どちらが難易度が高いか。偏差値で見れば一目瞭然だが東京大学の方が入りにくい。つまり猛者が集まると倍率に関係なく「入りにくい」試験になる。倍率からわかることは僕らが期待するほど多くないのである。
では何を見ればいいのか。僕らは究極何が知りたいのか。それは上にも記した通り『実際にそこそこの大学に入ったり出たりした奴』が『大学受験の時と同じくらいの強度で勉強したとして』、『どれくらい受かる試験なのか』ということだ。
『実際にそこそこの大学に入ったり出たりした奴』というのはいわゆるFランでない名前書いたら受かるような実質無試験の大学ではなく、それなりの頭を持って生まれそれなりの継続的かつ膨大な勉強をすることが前提となっている受験を切り抜け、無事合格を掴み取ったような奴のことである。
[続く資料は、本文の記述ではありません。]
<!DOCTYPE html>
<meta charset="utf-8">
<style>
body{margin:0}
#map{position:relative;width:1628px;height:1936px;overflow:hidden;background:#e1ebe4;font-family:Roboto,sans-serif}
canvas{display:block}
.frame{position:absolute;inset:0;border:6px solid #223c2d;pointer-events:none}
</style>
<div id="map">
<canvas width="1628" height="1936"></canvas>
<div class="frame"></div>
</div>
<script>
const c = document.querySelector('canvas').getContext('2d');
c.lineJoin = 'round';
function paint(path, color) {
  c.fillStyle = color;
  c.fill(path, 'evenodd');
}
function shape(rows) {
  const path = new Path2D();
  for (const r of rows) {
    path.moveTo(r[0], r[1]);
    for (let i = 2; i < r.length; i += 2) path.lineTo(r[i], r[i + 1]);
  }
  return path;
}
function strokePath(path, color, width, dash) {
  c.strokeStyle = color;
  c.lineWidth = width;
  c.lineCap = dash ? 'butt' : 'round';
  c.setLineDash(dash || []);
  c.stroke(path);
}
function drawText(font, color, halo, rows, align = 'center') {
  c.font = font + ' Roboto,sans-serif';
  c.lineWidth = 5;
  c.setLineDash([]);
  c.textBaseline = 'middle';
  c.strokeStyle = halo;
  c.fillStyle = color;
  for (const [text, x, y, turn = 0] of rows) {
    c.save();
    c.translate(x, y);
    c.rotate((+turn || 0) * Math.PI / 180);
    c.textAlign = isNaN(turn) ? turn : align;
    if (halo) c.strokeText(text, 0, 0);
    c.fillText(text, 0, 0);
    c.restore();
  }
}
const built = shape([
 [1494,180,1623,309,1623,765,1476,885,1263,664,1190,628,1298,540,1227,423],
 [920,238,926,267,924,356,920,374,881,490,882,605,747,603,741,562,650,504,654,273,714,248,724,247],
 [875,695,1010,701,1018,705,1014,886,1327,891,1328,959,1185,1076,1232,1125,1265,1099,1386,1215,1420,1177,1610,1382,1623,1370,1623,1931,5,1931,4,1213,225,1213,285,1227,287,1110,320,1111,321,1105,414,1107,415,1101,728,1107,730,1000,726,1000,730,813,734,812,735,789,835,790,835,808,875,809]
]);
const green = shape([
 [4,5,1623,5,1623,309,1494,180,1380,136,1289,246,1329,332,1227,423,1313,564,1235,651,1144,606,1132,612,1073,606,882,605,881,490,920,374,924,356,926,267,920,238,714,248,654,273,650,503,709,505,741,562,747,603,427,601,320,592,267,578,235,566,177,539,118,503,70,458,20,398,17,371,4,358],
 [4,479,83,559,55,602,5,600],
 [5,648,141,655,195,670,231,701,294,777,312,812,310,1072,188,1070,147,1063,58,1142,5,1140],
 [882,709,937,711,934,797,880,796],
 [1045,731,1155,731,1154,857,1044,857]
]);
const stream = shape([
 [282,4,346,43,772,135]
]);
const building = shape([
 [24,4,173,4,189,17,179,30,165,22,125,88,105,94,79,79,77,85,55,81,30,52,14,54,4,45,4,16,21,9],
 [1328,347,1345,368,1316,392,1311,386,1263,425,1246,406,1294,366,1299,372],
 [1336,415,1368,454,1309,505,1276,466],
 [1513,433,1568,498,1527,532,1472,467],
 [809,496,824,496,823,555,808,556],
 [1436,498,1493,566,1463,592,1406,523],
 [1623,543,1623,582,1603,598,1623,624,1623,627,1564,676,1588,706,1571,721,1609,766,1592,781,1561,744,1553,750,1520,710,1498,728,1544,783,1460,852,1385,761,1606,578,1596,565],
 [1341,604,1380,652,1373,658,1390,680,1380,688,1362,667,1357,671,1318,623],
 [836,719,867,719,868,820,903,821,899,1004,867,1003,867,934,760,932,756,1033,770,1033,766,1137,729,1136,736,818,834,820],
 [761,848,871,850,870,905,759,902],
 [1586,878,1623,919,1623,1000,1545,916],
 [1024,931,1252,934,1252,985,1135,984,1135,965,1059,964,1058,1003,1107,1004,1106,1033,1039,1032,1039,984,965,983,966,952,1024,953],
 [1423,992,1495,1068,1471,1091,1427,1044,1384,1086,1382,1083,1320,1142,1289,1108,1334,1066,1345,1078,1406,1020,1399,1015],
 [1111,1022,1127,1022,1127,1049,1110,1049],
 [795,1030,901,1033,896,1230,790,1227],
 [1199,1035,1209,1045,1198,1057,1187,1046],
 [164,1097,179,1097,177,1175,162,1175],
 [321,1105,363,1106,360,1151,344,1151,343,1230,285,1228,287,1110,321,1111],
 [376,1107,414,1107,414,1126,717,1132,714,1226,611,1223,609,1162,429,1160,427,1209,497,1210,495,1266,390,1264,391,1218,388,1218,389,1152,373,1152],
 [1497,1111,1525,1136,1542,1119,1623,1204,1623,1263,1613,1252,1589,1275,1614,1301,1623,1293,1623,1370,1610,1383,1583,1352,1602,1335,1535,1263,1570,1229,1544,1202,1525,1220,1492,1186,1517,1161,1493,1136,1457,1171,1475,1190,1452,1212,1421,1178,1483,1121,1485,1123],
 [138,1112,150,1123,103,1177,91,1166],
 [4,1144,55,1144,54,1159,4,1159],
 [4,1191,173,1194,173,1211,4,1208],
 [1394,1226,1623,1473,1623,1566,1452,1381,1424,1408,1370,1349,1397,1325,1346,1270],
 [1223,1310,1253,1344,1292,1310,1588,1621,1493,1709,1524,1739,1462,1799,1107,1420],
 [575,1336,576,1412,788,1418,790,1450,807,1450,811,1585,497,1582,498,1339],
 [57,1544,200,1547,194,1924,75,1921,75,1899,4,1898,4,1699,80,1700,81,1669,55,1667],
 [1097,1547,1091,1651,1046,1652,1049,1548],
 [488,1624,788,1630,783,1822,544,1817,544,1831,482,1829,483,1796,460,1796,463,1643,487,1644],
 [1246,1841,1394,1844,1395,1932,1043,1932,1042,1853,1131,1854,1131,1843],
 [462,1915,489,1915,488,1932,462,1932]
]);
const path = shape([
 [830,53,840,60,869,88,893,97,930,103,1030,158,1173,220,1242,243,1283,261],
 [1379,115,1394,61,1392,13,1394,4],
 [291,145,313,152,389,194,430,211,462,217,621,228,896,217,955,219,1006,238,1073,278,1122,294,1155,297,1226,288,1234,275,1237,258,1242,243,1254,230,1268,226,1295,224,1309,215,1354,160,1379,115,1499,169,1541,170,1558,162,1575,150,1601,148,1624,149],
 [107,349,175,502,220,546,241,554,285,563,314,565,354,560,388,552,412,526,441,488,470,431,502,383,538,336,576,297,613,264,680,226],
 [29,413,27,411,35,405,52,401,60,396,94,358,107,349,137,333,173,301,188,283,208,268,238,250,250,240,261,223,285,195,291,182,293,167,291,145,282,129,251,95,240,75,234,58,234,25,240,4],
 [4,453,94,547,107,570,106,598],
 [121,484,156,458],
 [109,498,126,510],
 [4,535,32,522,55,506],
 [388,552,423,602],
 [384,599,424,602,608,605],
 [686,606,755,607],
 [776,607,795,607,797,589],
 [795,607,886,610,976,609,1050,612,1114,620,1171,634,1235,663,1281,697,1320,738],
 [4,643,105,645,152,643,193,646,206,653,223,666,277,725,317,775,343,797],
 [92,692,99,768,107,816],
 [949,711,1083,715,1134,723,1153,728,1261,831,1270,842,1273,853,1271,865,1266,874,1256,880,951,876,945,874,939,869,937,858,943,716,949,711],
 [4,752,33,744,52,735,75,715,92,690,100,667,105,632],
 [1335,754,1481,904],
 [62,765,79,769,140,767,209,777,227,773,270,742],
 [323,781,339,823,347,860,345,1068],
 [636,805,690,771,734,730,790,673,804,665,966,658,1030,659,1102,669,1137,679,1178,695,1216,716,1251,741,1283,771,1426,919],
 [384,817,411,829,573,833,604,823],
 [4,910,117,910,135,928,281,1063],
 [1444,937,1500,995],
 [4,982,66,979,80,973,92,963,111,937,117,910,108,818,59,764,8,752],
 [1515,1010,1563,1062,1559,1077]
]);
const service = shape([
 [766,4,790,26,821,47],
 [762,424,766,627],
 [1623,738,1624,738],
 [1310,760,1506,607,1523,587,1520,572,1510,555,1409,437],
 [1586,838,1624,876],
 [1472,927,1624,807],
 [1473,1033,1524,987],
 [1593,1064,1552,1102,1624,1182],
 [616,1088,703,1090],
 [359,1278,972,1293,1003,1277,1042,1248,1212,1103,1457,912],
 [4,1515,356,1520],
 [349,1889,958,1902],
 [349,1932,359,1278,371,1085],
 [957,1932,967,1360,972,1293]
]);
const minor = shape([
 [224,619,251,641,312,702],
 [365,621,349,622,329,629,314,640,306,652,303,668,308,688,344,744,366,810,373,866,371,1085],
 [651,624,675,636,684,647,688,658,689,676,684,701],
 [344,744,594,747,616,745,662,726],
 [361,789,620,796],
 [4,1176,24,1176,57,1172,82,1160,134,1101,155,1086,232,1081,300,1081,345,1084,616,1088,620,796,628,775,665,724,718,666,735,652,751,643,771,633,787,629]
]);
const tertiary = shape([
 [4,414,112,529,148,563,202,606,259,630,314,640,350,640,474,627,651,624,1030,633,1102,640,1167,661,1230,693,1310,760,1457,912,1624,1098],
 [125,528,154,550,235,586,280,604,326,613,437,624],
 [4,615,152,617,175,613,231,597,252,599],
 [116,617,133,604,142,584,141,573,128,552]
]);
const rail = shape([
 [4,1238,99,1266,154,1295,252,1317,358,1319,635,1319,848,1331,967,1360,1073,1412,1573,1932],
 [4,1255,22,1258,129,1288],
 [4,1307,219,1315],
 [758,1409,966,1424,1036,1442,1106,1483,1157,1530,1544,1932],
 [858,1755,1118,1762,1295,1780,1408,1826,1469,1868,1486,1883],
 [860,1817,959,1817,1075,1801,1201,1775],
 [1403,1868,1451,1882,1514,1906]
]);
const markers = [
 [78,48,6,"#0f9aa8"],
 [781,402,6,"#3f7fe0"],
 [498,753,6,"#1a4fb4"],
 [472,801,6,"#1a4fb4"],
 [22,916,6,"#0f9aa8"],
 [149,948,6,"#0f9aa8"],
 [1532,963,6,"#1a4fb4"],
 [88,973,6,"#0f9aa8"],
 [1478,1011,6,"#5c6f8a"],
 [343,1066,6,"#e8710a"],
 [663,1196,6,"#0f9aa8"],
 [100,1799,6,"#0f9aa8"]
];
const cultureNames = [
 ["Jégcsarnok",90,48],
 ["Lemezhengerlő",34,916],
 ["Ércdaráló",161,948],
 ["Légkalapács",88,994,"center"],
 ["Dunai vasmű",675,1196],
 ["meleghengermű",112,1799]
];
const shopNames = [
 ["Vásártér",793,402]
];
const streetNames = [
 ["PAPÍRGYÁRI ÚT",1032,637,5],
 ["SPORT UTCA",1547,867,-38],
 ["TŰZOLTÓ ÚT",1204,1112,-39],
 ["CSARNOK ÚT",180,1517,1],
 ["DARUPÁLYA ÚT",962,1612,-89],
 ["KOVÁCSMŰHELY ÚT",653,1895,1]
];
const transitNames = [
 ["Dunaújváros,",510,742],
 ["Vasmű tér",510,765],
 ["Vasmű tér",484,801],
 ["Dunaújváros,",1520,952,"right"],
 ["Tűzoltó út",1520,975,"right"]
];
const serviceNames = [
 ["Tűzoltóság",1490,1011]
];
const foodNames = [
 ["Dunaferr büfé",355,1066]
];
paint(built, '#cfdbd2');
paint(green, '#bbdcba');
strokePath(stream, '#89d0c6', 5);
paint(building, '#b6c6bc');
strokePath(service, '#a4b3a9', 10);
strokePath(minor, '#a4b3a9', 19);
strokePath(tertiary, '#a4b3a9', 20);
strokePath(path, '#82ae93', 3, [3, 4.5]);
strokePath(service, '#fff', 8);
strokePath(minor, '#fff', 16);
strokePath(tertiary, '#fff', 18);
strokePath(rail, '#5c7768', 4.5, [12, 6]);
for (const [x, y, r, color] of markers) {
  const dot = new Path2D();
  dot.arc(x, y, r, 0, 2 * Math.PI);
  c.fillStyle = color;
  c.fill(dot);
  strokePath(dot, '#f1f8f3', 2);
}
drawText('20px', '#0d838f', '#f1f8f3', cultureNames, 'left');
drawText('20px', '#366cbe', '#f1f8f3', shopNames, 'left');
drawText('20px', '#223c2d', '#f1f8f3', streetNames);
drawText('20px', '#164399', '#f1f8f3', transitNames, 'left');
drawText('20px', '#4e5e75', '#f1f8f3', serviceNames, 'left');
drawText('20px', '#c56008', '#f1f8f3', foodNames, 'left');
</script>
なので『大学受験の時と同じくらいの強度で勉強したとして』というのは結構人生に一度あるかないかの努力をもう一度するということで、「大学受験の時が最盛期だったもうあのパワーは出ない」とかだとこの条件は満たせない。何の因果か「人生に一度あるかないかの努力をもう一度する」気があるマゾヒストとか何かそういう生き物だった場合にのみ適用される。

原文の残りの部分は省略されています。